* BRIEF: Across the entries below, how many lines contain the string "controls"? Only the number is wanted.

* Items listed in a dataset:
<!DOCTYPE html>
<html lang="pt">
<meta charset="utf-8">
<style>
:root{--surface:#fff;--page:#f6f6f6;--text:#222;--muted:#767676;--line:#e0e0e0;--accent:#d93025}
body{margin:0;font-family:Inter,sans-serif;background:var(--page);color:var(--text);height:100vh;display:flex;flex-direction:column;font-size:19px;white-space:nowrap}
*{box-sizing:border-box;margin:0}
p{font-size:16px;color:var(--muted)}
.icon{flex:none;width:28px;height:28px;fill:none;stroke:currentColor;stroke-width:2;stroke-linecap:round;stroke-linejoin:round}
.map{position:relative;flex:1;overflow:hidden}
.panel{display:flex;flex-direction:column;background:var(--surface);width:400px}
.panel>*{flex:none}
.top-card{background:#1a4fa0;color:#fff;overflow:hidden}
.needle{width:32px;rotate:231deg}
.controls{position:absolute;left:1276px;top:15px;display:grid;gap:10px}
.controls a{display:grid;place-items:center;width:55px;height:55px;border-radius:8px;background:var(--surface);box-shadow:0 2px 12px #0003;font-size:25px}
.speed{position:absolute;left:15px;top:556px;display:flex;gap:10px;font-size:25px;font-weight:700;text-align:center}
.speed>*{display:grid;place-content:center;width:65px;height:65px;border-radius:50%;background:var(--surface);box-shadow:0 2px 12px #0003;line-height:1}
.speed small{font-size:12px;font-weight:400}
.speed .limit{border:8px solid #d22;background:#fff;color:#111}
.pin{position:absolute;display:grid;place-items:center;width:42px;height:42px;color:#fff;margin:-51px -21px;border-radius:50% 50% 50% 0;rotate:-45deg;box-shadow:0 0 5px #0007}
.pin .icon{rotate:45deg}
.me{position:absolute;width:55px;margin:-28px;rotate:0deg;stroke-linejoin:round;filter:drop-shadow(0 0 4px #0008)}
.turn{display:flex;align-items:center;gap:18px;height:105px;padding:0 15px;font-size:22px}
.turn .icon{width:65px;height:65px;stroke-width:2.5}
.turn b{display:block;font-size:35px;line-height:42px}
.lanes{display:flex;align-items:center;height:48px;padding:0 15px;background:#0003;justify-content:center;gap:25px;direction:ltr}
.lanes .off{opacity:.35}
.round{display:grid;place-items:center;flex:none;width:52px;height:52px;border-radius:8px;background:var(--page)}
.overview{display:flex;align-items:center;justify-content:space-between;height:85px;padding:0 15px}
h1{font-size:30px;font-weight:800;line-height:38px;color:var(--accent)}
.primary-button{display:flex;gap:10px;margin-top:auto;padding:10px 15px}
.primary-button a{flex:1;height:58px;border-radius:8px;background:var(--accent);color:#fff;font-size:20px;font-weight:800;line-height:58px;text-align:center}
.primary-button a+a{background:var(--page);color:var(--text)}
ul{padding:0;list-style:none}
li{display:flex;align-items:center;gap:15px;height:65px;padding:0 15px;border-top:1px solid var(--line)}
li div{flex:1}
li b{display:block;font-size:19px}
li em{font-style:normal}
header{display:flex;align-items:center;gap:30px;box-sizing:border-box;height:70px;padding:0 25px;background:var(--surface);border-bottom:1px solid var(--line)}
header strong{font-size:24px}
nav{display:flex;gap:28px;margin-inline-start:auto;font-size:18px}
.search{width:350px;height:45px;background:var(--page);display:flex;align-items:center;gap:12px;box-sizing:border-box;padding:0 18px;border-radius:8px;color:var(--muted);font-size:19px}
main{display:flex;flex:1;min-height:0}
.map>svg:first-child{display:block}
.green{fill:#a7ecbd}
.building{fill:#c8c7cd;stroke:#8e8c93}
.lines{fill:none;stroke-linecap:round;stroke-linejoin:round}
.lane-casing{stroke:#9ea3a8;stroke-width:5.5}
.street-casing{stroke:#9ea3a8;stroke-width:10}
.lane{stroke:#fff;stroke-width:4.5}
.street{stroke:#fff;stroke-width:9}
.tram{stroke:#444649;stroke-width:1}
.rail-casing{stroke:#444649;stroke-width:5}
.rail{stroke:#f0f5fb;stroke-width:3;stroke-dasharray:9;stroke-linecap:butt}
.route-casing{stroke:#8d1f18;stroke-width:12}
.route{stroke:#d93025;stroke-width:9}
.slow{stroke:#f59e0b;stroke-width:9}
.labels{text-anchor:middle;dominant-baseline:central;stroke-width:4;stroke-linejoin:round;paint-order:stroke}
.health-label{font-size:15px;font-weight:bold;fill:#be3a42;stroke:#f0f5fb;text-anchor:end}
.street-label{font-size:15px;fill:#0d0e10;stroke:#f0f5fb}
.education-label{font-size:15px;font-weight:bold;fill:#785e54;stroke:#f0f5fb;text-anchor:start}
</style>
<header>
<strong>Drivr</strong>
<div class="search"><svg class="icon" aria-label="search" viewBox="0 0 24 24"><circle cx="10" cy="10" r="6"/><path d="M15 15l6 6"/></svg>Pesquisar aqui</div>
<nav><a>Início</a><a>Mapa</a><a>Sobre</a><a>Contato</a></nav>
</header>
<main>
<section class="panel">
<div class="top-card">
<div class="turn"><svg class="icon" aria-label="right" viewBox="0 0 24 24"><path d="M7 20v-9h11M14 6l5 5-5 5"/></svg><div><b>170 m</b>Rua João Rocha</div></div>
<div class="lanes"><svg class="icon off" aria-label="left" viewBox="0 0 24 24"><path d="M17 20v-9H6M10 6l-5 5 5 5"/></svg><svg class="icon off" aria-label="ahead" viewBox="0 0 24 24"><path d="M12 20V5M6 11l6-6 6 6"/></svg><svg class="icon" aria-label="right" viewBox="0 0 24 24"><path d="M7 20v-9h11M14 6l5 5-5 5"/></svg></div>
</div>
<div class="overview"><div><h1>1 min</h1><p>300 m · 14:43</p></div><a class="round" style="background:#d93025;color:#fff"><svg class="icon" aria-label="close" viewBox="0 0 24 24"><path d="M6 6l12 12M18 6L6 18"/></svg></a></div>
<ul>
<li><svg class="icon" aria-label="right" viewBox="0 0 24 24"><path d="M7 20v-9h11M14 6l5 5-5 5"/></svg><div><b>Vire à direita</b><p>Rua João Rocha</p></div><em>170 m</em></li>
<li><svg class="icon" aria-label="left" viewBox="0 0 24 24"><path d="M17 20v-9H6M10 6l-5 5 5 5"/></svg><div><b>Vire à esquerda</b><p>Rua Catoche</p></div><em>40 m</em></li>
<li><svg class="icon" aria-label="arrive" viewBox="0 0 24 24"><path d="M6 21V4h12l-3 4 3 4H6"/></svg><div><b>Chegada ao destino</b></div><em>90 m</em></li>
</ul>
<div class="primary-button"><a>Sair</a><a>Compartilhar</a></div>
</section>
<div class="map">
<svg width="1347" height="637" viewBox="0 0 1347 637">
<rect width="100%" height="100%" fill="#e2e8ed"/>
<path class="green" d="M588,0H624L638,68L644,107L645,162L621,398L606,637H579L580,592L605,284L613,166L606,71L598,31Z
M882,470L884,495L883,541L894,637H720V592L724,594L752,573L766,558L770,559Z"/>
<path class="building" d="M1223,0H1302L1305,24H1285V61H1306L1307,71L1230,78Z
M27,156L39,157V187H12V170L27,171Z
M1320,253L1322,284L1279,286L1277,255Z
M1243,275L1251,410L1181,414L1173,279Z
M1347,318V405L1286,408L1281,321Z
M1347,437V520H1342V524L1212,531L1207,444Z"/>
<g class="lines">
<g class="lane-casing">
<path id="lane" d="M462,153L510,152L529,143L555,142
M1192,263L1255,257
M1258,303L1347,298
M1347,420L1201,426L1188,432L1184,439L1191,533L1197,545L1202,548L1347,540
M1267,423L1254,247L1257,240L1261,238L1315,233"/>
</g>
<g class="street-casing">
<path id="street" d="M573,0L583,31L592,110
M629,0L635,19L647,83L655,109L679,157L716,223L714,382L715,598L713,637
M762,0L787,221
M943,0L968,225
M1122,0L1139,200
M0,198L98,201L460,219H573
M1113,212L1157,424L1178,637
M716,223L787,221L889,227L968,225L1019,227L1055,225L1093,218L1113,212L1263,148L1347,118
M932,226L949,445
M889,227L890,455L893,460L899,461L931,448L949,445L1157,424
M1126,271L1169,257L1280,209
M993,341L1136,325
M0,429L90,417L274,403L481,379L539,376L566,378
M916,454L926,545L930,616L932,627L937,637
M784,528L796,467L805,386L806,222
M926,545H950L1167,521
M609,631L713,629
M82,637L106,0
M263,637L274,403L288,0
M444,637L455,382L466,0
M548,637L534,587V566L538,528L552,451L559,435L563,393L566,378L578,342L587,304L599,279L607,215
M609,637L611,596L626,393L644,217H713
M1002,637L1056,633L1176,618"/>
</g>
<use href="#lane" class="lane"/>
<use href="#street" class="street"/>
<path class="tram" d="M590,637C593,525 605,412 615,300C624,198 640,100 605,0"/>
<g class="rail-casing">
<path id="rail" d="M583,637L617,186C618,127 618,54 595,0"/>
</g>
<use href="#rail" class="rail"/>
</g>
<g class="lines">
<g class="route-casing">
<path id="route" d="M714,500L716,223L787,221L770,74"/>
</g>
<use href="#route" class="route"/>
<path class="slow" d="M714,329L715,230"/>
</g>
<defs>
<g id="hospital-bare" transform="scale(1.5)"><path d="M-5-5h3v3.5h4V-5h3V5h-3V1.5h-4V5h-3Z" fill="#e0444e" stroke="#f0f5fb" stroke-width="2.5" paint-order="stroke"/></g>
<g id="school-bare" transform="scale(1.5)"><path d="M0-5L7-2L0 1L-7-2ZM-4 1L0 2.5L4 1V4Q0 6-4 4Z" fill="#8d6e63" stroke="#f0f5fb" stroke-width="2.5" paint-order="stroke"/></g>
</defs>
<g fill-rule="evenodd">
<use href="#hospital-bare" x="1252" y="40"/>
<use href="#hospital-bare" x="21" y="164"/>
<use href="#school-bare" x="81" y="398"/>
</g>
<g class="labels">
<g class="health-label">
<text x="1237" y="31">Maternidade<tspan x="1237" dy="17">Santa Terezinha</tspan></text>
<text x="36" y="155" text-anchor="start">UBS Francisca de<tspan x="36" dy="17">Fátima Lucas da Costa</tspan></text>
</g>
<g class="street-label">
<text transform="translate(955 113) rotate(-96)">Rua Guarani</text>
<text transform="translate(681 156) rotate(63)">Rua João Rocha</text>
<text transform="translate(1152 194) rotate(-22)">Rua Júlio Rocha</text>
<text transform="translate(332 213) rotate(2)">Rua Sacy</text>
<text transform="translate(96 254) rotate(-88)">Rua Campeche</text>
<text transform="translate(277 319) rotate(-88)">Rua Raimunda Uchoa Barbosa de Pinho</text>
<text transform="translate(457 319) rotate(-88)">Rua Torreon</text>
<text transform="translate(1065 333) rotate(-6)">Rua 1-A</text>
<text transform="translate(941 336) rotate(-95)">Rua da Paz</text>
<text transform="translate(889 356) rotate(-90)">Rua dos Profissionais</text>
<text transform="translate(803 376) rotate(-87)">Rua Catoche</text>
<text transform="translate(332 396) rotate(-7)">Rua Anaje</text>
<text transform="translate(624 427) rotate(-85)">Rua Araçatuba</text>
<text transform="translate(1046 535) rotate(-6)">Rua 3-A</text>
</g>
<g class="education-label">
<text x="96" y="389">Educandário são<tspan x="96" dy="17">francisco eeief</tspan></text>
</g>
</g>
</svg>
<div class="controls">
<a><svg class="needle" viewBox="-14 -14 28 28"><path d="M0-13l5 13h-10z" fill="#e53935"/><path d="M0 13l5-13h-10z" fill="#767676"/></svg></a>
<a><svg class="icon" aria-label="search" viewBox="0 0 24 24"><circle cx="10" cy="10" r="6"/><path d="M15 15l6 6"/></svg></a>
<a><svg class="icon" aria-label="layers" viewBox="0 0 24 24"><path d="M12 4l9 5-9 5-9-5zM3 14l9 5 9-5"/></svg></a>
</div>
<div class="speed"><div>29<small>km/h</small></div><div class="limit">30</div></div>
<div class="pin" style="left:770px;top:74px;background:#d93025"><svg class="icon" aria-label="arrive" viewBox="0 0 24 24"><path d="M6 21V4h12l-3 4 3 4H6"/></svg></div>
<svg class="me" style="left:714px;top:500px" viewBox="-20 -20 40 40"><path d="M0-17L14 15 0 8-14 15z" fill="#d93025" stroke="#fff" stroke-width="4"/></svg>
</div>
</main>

* EXERCISE RESPONSE: 3